Vieille et vieux dorment et l’enfant est levé. Les marches craquent sous son pied qui descend. L’orme dans le champ bat sa mesure calme. La vieille rêve d’un parterre de fleurs. Le vieux passe ses mains sur le bois noir du lit. Il s’y trouve des échardes où ses souvenirs affleurent. Le vieux ne rêve plus depuis bientôt vingt ans. Crâne, ventre, peau, lueurs anéanties.

La meute est passée.

La pluie lave la fauve odeur du soir. L’enfant regarde par la fenêtre le talus et le champ. Un chat passe dans la cuisine noire. Pas de loups. Pas de bêtes. Le grand horizon bête creusé de sillons blancs. Du bassin croassent les crapauds et les joncs. L’enfant presse son front sur le carreau brisé.

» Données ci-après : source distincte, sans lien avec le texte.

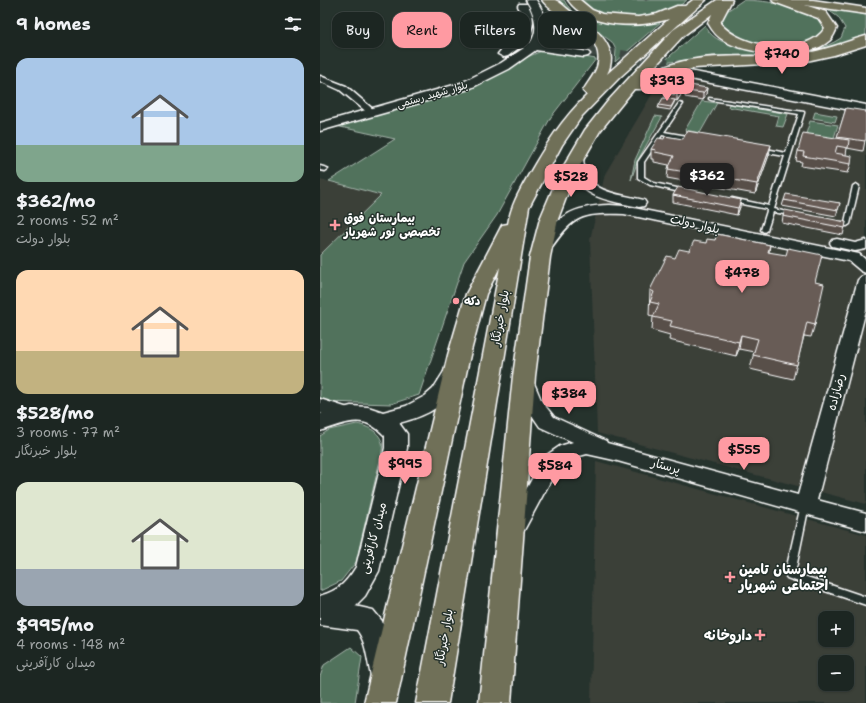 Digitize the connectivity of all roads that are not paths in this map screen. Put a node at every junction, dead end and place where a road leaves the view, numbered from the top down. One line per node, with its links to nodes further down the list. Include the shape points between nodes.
1 (519, 0): 12 (main road)
2 (530, 0): 15 (main road, via 538,9 540,20)
3 (548, 0): 25 (highway, via 596,36 603,47 604,67)
4 (574, 0): 5 (highway, via 584,11 619,20 638,21 658,19)
5 (699, 0): 25 (highway, بلوار خبرنگار, via 615,74)
6 (726, 0): 7 (highway, via 714,23 731,39 750,46 767,49 801,48 814,45 830,34 832,28 822,15); 20 (highway, via 678,33)
7 (778, 0)
8 (790, 0): 11 (main road)
9 (823, 0): 10 (main road)
10 (866, 6)
11 (866, 11)
12 (527, 12)
13 (866, 40): 20 (highway, via 818,56 708,61 677,66 654,75)
14 (530, 42): 15 (main road)
15 (536, 43): 17 (main road); 24 (main road, بلوار شهید رستمی, via 486,76 465,86)
16 (511, 48): 24 (main road, بلوار شهید رستمی, via 481,69)
17 (584, 51)
18 (320, 78): 24 (street, via 343,88)
19 (711, 99): 31 (lane, via 802,113)
20 (613, 104): 32 (highway)
21 (681, 104): 28 (lane)
22 (866, 104): 23 (main road, via 688,72)
23 (866, 108)
24 (368, 109): 26 (main road, بلوار شهید رستمی); 27 (main road, بلوار شهید رستمی)
25 (577, 113): 37 (highway, بلوار خبرنگار, via 554,144)
26 (320, 120)
27 (320, 127)
28 (661, 133): 29 (lane); 34 (lane, via 642,162 641,178 652,184)
29 (698, 140)
30 (758, 150): 31 (lane)
31 (788, 154): 38 (lane)
32 (577, 157): 36 (street, بلوار دولت, via 579,174); 43 (highway, via 559,191)
33 (856, 186): 40 (lane, via 847,224)
34 (689, 191)
35 (726, 199): 38 (lane)
36 (603, 202): 41 (street, بلوار دولت); 43 (street, بلوار دولت, via 563,221 552,232); 44 (street, بلوار دولت, via 772,241 854,256)
37 (520, 207): 46 (highway, via 476,294); 60 (highway, بلوار خبرنگار)
38 (770, 209): 39 (lane); 41 (lane)
39 (800, 216)
40 (831, 222)
41 (764, 230): 42 (street, بلوار دولت, via 855,247)
42 (866, 244)
43 (540, 257): 47 (highway)
44 (866, 268)
45 (866, 280): 53 (street, رضازاده)
46 (459, 355): 50 (main road, via 448,386 436,399 414,411); 59 (highway)
47 (524, 376): 52 (street, via 534,405 547,422); 55 (highway)
48 (320, 406): 49 (street)
49 (342, 413): 50 (main road, میدان کارآفرینی); 51 (main road, میدان کارآفرینی)
50 (381, 420): 57 (main road, میدان کارآفرینی, via 396,434 396,448 366,571 356,588 342,601)
51 (320, 423)
52 (614, 452): 53 (street, پرستار); 55 (street, پرستار, via 587,447 567,451 551,462)
53 (805, 505): 54 (street, پرستار); 56 (lane, via 790,575)
54 (866, 522)
55 (509, 538): 61 (highway)
56 (866, 601)
57 (320, 608)
58 (320, 613): 59 (main road, via 364,619 373,630)
59 (383, 693)
60 (432, 703)
61 (495, 703) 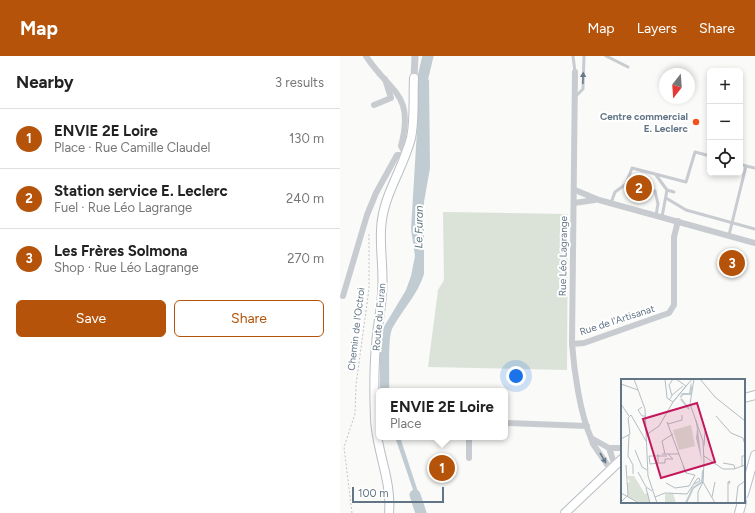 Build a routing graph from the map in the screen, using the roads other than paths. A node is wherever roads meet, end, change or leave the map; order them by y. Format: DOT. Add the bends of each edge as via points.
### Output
graph roads {
  1 [pos="366,56"];
  2 [pos="415,56"];
  3 [pos="573,56"];
  4 [pos="584,56"];
  5 [pos="606,56"];
  6 [pos="628,67"];
  7 [pos="575,72"];
  8 [pos="414,78"];
  9 [pos="385,79"];
  10 [pos="576,96"];
  11 [pos="374,105"];
  12 [pos="406,155"];
  13 [pos="707,155"];
  14 [pos="743,165"];
  15 [pos="746,166"];
  16 [pos="755,168"];
  17 [pos="656,174"];
  18 [pos="626,184"];
  19 [pos="575,190"];
  20 [pos="667,190"];
  21 [pos="674,192"];
  22 [pos="666,198"];
  23 [pos="599,200"];
  24 [pos="574,203"];
  25 [pos="611,203"];
  26 [pos="659,216"];
  27 [pos="678,221"];
  28 [pos="732,223"];
  29 [pos="755,229"];
  30 [pos="729,235"];
  31 [pos="755,243"];
  32 [pos="343,296"];
  33 [pos="572,344"];
  34 [pos="755,395"];
  35 [pos="745,398"];
  36 [pos="745,398"];
  37 [pos="755,402"];
  38 [pos="508,423"];
  39 [pos="376,424"];
  40 [pos="587,426"];
  41 [pos="592,438"];
  42 [pos="378,440"];
  43 [pos="469,440"];
  44 [pos="609,448"];
  45 [pos="621,448"];
  46 [pos="755,455"];
  47 [pos="469,458"];
  48 [pos="621,460"];
  49 [pos="613,468"];
  50 [pos="745,490"];
  51 [pos="742,503"];
  52 [pos="389,513"];
  53 [pos="565,513"];
  54 [pos="739,513"];
  1 -- 9 [label="street"];
  2 -- 8 [label="street"];
  3 -- 7 [label="lane"];
  10 -- 4 [label="lane, one-way" via="582,89"];
  5 -- 6 [label="lane"];
  7 -- 10 [label="street, Rue Léo Lagrange"];
  8 -- 12 [label="main road, Route du Furan" via="414,117"];
  9 -- 11 [label="street" via="391,98"];
  9 -- 12 [label="street" via="404,107 406,124 401,146"];
  10 -- 19 [label="street, Rue Léo Lagrange"];
  12 -- 32 [label="street" via="397,155 376,193"];
  12 -- 39 [label="main road, Route du Furan" via="390,190 381,228 383,284 376,347"];
  13 -- 17 [label="lane" via="695,152 686,182"];
  14 -- 15 [label="lane"];
  15 -- 16 [label="lane"];
  15 -- 28 [label="lane"];
  17 -- 18 [label="lane" via="632,168"];
  17 -- 20 [label="lane"];
  18 -- 25 [label="lane" via="615,192"];
  18 -- 26 [label="lane" via="655,192"];
  19 -- 23 [label="street"];
  19 -- 24 [label="street, Rue Léo Lagrange"];
  20 -- 21 [label="lane"];
  20 -- 22 [label="lane"];
  22 -- 26 [label="lane"];
  22 -- 28 [label="lane" via="686,210"];
  23 -- 24 [label="street"];
  23 -- 25 [label="street"];
  24 -- 33 [label="street, Rue Léo Lagrange"];
  25 -- 26 [label="street"];
  26 -- 27 [label="street"];
  27 -- 30 [label="street"];
  27 -- 33 [label="street, Rue de l'Artisanat" via="674,237 674,305 669,313 584,343"];
  28 -- 29 [label="lane"];
  28 -- 30 [label="lane"];
  30 -- 31 [label="street"];
  33 -- 40 [label="street, Rue Léo Lagrange"];
  34 -- 35 [label="main road"];
  36 -- 37 [label="main road"];
  38 -- 40 [label="street"];
  40 -- 41 [label="street, Rue Léo Lagrange"];
  41 -- 44 [label="street"];
  41 -- 49 [label="street, Rue Léo Lagrange, one-way" via="593,444"];
  42 -- 52 [label="main road, Route du Furan" via="389,489"];
  43 -- 47 [label="street"];
  44 -- 45 [label="street"];
  44 -- 49 [label="street"];
  46 -- 50 [label="main road"];
  48 -- 49 [label="main road"];
  49 -- 53 [label="main road"];
  51 -- 54 [label="main road"];
}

Il veut voir.

L’ennui est si grand quand l’école est passé. Le jardin fume encore d’avoir été joué. Père et mère font silence derrière la porte. L’enfant toque une fois. Il reste ainsi une heure, attendant qu’on lui ouvre. « Une fois de plus » pense-t-il. Rien ne se passe. Père et mère sont disparus cette nuit. Vieux et vielle sont encore endormis.

Il veut voir. Mais la meute est passée. L’enfant range son cauchemar tout au fond de son lit.